Orang yang paling berjasa mengantarkan aku ke dunia pemikiran dan aktivitas seperti sekarang adalah ayahku. Sekalipun ayahku dibesarkan sebagai seorang Muhammadiyah, ikut mendirikan Ikatan Mahasiswa Muhammadiyah pada tahun 1964, dan dalam keluarganya yang Muhammadiyah tidak mengadakan tahlilan, tetapi ayahku adalah orang yang paling pluralis, paling liberal, dan paling modernis sekaligus paling tradisional yang pertama kali kukenal dalam hidupku. 
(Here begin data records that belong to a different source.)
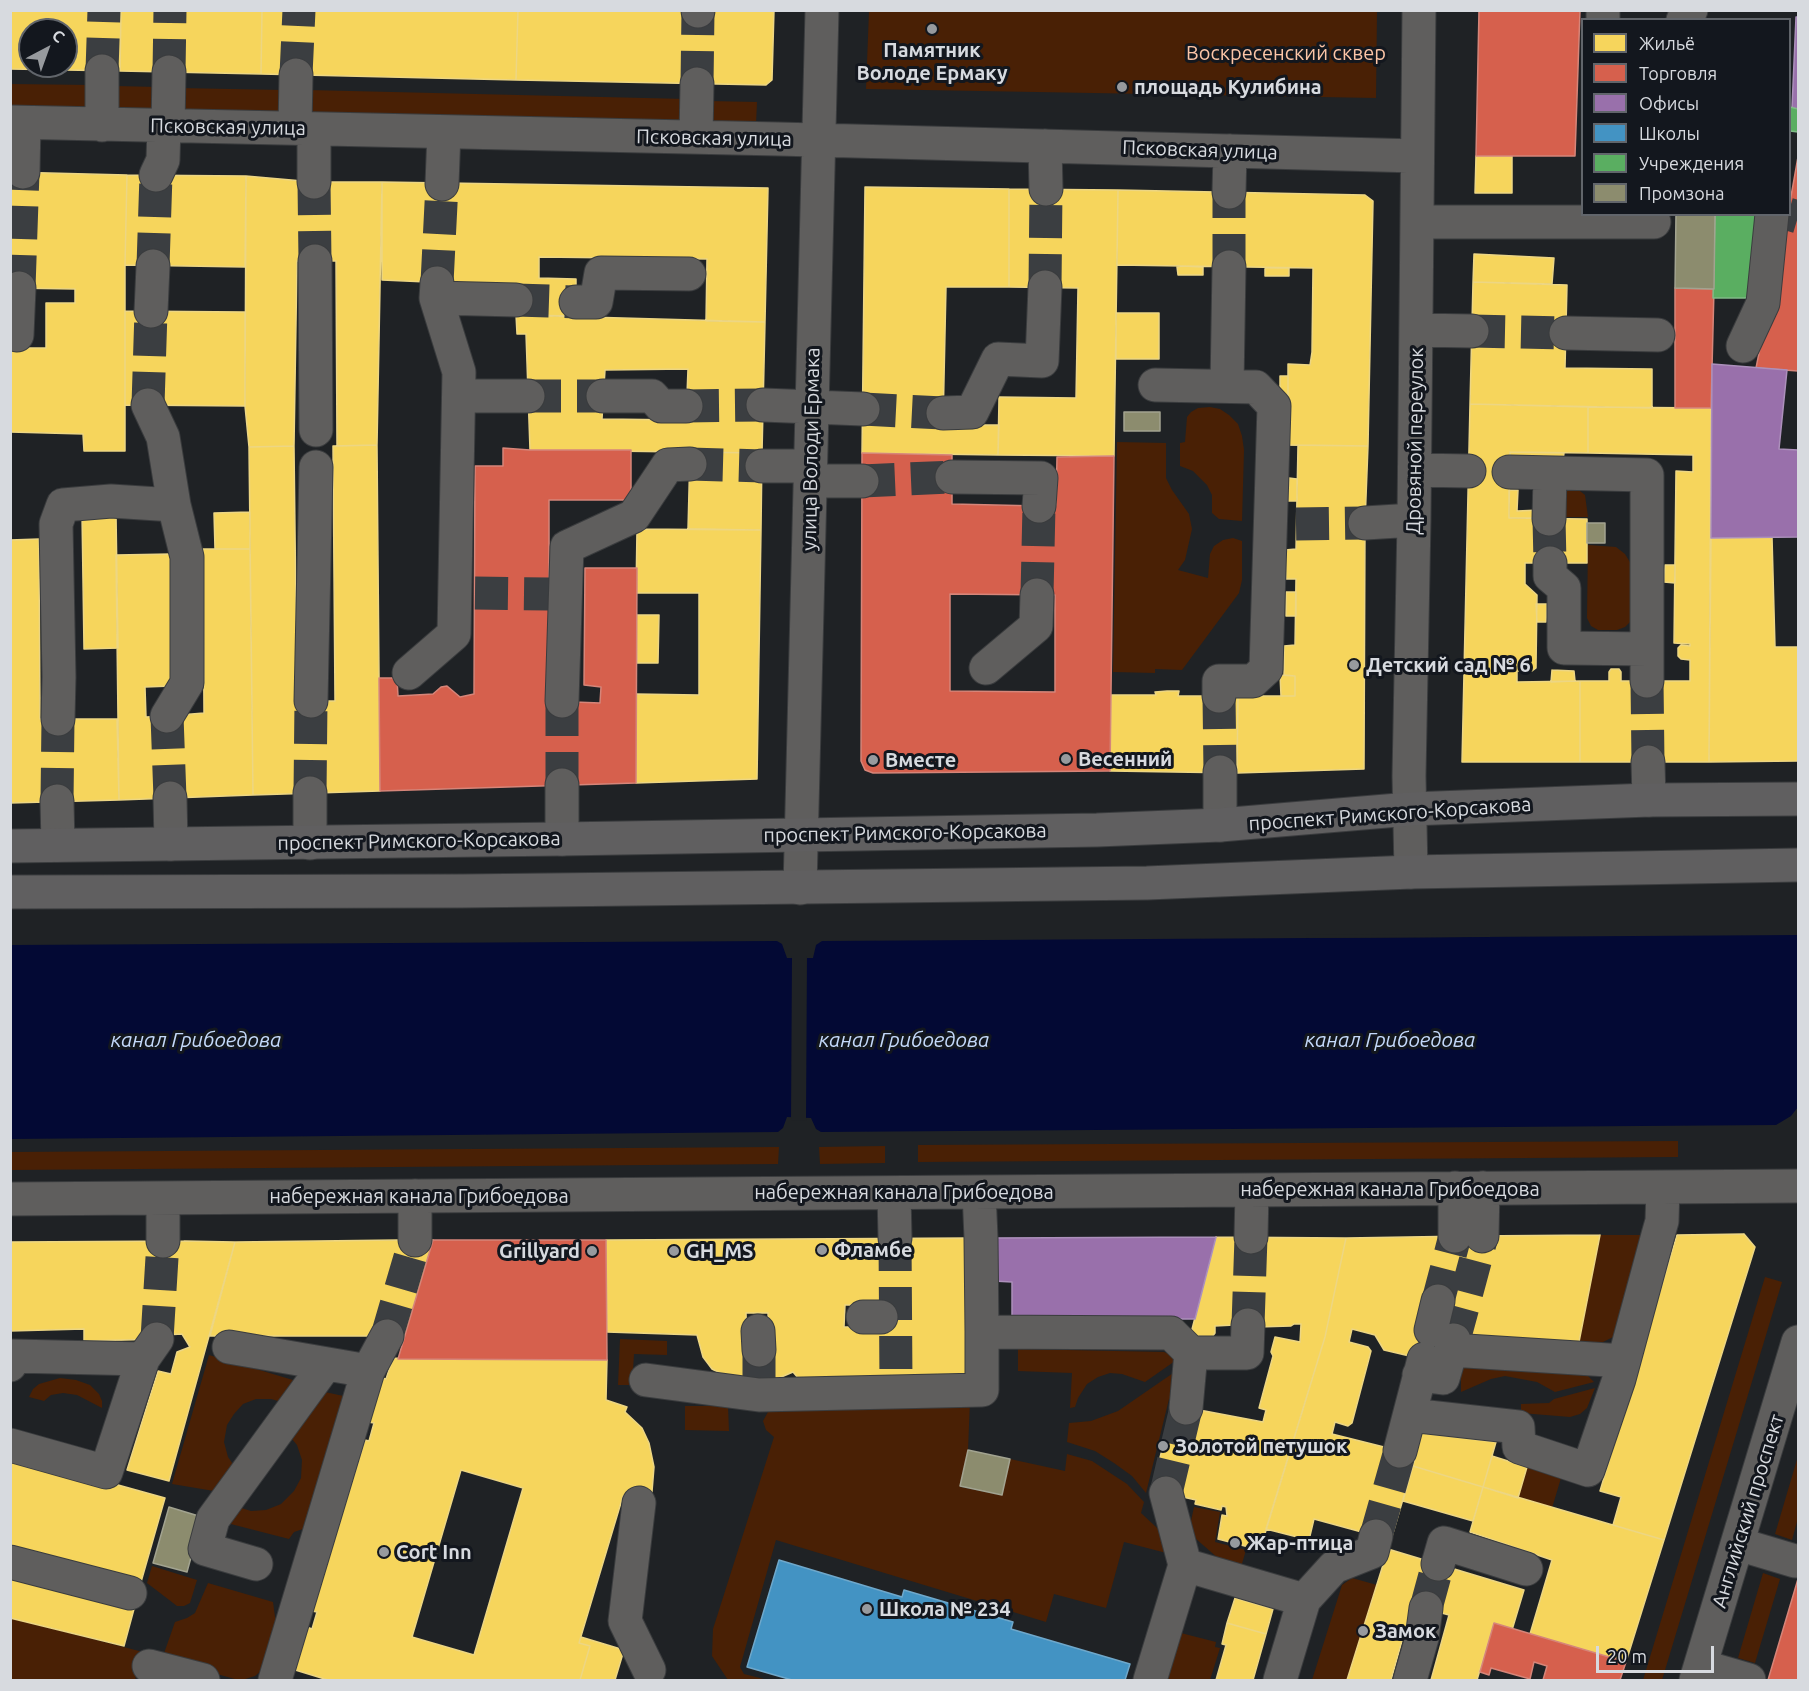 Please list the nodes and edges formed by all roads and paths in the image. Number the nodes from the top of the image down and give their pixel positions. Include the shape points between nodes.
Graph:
1 (822, 10) edge
2 (1419, 10) edge
3 (102, 71) tunnel mouth
4 (169, 72) tunnel mouth
5 (296, 75) tunnel mouth
6 (697, 84) tunnel mouth
7 (17, 122) edge
8 (102, 125) junction
9 (166, 126) junction
10 (304, 129) junction
11 (444, 132) junction
12 (696, 137) junction
13 (818, 140) junction
14 (1045, 146) junction
15 (1230, 151) junction
16 (1418, 156) junction
17 (23, 172) tunnel mouth
18 (156, 175) tunnel mouth
19 (314, 182) tunnel mouth
20 (442, 184) tunnel mouth
21 (1046, 189) tunnel mouth
22 (1229, 192) tunnel mouth
23 (1772, 216) edge
24 (1417, 222) junction
25 (1654, 222) dead end
26 (315, 261) tunnel mouth
27 (153, 266) tunnel mouth
28 (1229, 267) tunnel mouth
29 (689, 274) dead end
30 (1045, 287) tunnel mouth
31 (19, 288) tunnel mouth
32 (516, 300) tunnel mouth
33 (576, 302) tunnel mouth
34 (151, 311) tunnel mouth
35 (1416, 330) junction
36 (1472, 331) tunnel mouth
37 (1566, 333) tunnel mouth
38 (17, 335) dead end
39 (1658, 335) dead end
40 (1743, 346) dead end
41 (1155, 386) dead end
42 (1227, 387) junction
43 (459, 396) junction
44 (528, 396) tunnel mouth
45 (603, 396) tunnel mouth
46 (148, 405) tunnel mouth
47 (764, 405) tunnel mouth
48 (686, 406) tunnel mouth
49 (812, 407) junction
50 (863, 409) tunnel mouth
51 (943, 413) tunnel mouth
52 (316, 430) dead end
53 (690, 464) tunnel mouth
54 (762, 466) tunnel mouth
55 (316, 467) dead end
56 (1415, 470) junction
57 (1469, 471) dead end
58 (1509, 472) dead end
59 (1550, 473) junction
60 (810, 474) junction
61 (952, 477) tunnel mouth
62 (862, 481) tunnel mouth
63 (174, 505) junction
64 (1040, 506) tunnel mouth
65 (1549, 519) tunnel mouth
66 (1414, 520) junction
67 (1365, 523) tunnel mouth
68 (1550, 562) tunnel mouth
69 (1037, 595) tunnel mouth
70 (1647, 649) junction
71 (986, 668) dead end
72 (409, 673) dead end
73 (1647, 681) tunnel mouth
74 (1219, 696) dead end
75 (311, 701) tunnel mouth
76 (562, 701) tunnel mouth
77 (167, 716) tunnel mouth
78 (58, 719) tunnel mouth
79 (1648, 762) tunnel mouth
80 (1220, 772) tunnel mouth
81 (562, 785) tunnel mouth
82 (310, 793) tunnel mouth
83 (170, 798) tunnel mouth
84 (1798, 799) edge
85 (1649, 800) junction
86 (57, 801) tunnel mouth
87 (1410, 809) junction
88 (1220, 825) junction
89 (801, 835) junction
90 (562, 839) junction
91 (310, 843) junction
92 (171, 844) junction
93 (58, 845) junction
94 (10, 846) edge
95 (1798, 865) edge
96 (1411, 872) junction
97 (800, 888) junction
98 (10, 892) edge
99 (1798, 1186) edge
100 (1663, 1187) junction
101 (1469, 1188) junction
102 (1252, 1190) junction
103 (894, 1192) junction
104 (979, 1192) junction
105 (415, 1196) junction
106 (163, 1198) junction
107 (10, 1199) edge
108 (1469, 1236) tunnel mouth
109 (1251, 1237) tunnel mouth
110 (895, 1238) tunnel mouth
111 (415, 1240) tunnel mouth
112 (164, 1241) tunnel mouth
113 (1248, 1324) tunnel mouth
114 (982, 1332) junction
115 (387, 1336) tunnel mouth
116 (1798, 1342) edge
117 (229, 1347) dead end
118 (1191, 1353) junction
119 (1624, 1361) junction
120 (326, 1364) junction
121 (10, 1365) edge
122 (368, 1371) junction
123 (646, 1380) dead end
124 (1186, 1408) tunnel mouth
125 (1410, 1415) junction
126 (10, 1445) edge
127 (1400, 1451) tunnel mouth
128 (1166, 1493) tunnel mouth
129 (639, 1503) dead end
130 (1376, 1536) tunnel mouth
131 (1738, 1545) junction
132 (1795, 1561) dead end
133 (10, 1562) edge
134 (256, 1564) dead end
135 (1438, 1564) tunnel mouth
136 (1185, 1565) junction
137 (1526, 1569) dead end
138 (130, 1593) dead end
139 (1304, 1600) junction
140 (1426, 1608) tunnel mouth
141 (149, 1666) dead end
142 (649, 1670) dead end
143 (1698, 1673) edge
144 (203, 1680) edge
145 (275, 1680) edge
146 (1150, 1680) edge
147 (1280, 1680) edge
148 (1410, 1680) edge
149 (1749, 1680) edge

1 - 13 street, улица Володи Ермака
2 - 16 street, Дровяной переулок
3 - 8 street
4 - 9 street
5 - 10 street
6 - 12 street
7 - 8 street, Псковская улица
7 - 17 street
8 - 9 street, Псковская улица
9 - 10 street, Псковская улица
9 - 18 street via 163,160
10 - 11 street, Псковская улица
10 - 19 street
11 - 12 street, Псковская улица
11 - 20 street
12 - 13 street, Псковская улица
13 - 14 street, Псковская улица
13 - 49 street, улица Володи Ермака
14 - 15 street, Псковская улица
14 - 21 street
15 - 16 street, Псковская улица
15 - 22 street
16 - 24 street, Дровяной переулок
23 - 40 street via 1763,303
24 - 25 street
24 - 35 street, Дровяной переулок
26 - 52 street
27 - 34 street
28 - 42 street
29 - 33 street via 600,273 596,303
30 - 51 street via 1042,361 998,359 972,412
31 - 38 street
32 - 43 street via 437,290 459,372
35 - 36 street
35 - 56 street, Дровяной переулок
37 - 39 street
41 - 42 street
42 - 74 street via 1256,387 1274,406 1283,524 1266,669 1253,681 1219,681
43 - 44 street
43 - 72 street via 465,593 454,634
45 - 48 street via 652,396 661,406
46 - 63 street via 163,436
47 - 49 street
49 - 50 street
49 - 60 street, улица Володи Ермака
53 - 76 street via 668,465 634,516 567,547 557,594
54 - 60 street
55 - 75 street
56 - 57 street
56 - 66 street, Дровяной переулок
58 - 59 street
59 - 65 street
59 - 70 street via 1647,475
60 - 62 street
60 - 89 street, улица Володи Ермака
61 - 64 street via 1041,478
63 - 77 street via 187,557 187,683
63 - 78 street via 111,501 63,505 56,524
66 - 67 street
66 - 87 street, Дровяной переулок
68 - 70 street via 1550,576 1564,588 1564,648
69 - 71 street via 1036,626
70 - 73 street
79 - 85 street
80 - 88 street
81 - 90 street
82 - 91 street
83 - 92 street
84 - 85 main road, проспект Римского-Корсакова
85 - 87 main road, проспект Римского-Корсакова
86 - 93 street
87 - 88 main road, проспект Римского-Корсакова
87 - 96 street, Дровяной переулок
88 - 89 main road, проспект Римского-Корсакова
89 - 90 main road, проспект Римского-Корсакова
89 - 97 street, улица Володи Ермака
90 - 91 main road, проспект Римского-Корсакова
91 - 92 main road, проспект Римского-Корсакова
92 - 93 main road, проспект Римского-Корсакова
93 - 94 main road, проспект Римского-Корсакова
95 - 96 main road
96 - 97 main road via 1147,883
97 - 98 main road
99 - 100 street, набережная канала Грибоедова
100 - 101 street, набережная канала Грибоедова
100 - 119 street via 1662,1221
101 - 102 street, набережная канала Грибоедова
101 - 108 street
102 - 104 street, набережная канала Грибоедова
102 - 109 street
103 - 104 street, набережная канала Грибоедова
103 - 105 street, набережная канала Грибоедова
103 - 110 street
104 - 114 street
105 - 106 street, набережная канала Грибоедова
105 - 111 street
106 - 107 street, набережная канала Грибоедова
106 - 112 street
113 - 118 street via 1247,1353
114 - 118 street via 1171,1333
114 - 123 street via 982,1390 896,1387 759,1364
115 - 122 street
116 - 131 street, Английский проспект
117 - 120 street
118 - 124 street
119 - 125 street via 1436,1343
119 - 125 street via 1588,1470 1519,1447 1518,1427
120 - 122 street
120 - 134 street via 213,1519 205,1549
121 - 126 street via 13,1356 150,1349 106,1472
122 - 145 street
125 - 127 street
128 - 136 street
129 - 142 street via 625,1621
130 - 139 street via 1372,1552 1334,1567
131 - 132 street
131 - 143 street, Английский проспект
133 - 138 street
135 - 137 street via 1444,1543
136 - 139 street
136 - 146 street
139 - 147 street
140 - 148 street
141 - 144 street
143 - 149 street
Ayah mertuanya adalah seorang penganut Kejawen dan sebelumnya tidak taat solat lima waktu; mereka biasa berdiskusi panjang lebar tentang filsafat, budaya dan sastra; dan sekarang seluruh buku filsafat dan budaya milik kakekku diwariskan kepadanya. Keluarga ibuku melakukan tahlilan, seperti kebanyakan orang Jawa, dia mengikuti majlis taklim ala NU; sepulang dari sekolah di SD Muhammadiyah, aku dipanggilkan guru mengaji berlatarbelakang NU.

Kata ayahku, kakek buyutnya adalah pengikut tarekat Sufi aliran Abdul Qadir Jaelani, sedangkan kakeknya sendiri adalah salah satu pendiri cabang Muhammadiyah di Sumenep. Itulah sebabnya ayahku sangat tertarik kepada sufisme atau tassawuf; dan kemudian mendalaminya. Ayahnya sendiri selain saudagar atau pedagang, juga adalah seorang guru bahasa Jerman. Konon, kakeknya yang Muhammadiyah sering mendapat “wangsit”; di antaranya pernah disuruh berjalan kaki jauh sampai di suatu tempat lalu berhenti disuruh membangun mesjid di situ. Soal “wangsit” ini juga menurun pada ayahku, konon begitu, ayahku sering bermimpi dan menjadi kenyataan. Pernah juga ayahku menderita sakit aneh yang menghilangkan suaranya sebagai penyair. Dia kemudian bermimpi dan diajarkan membuat ramuan aneh untuk diminum. Dia mengikuti mimpi itu dan suaranya pun kembali.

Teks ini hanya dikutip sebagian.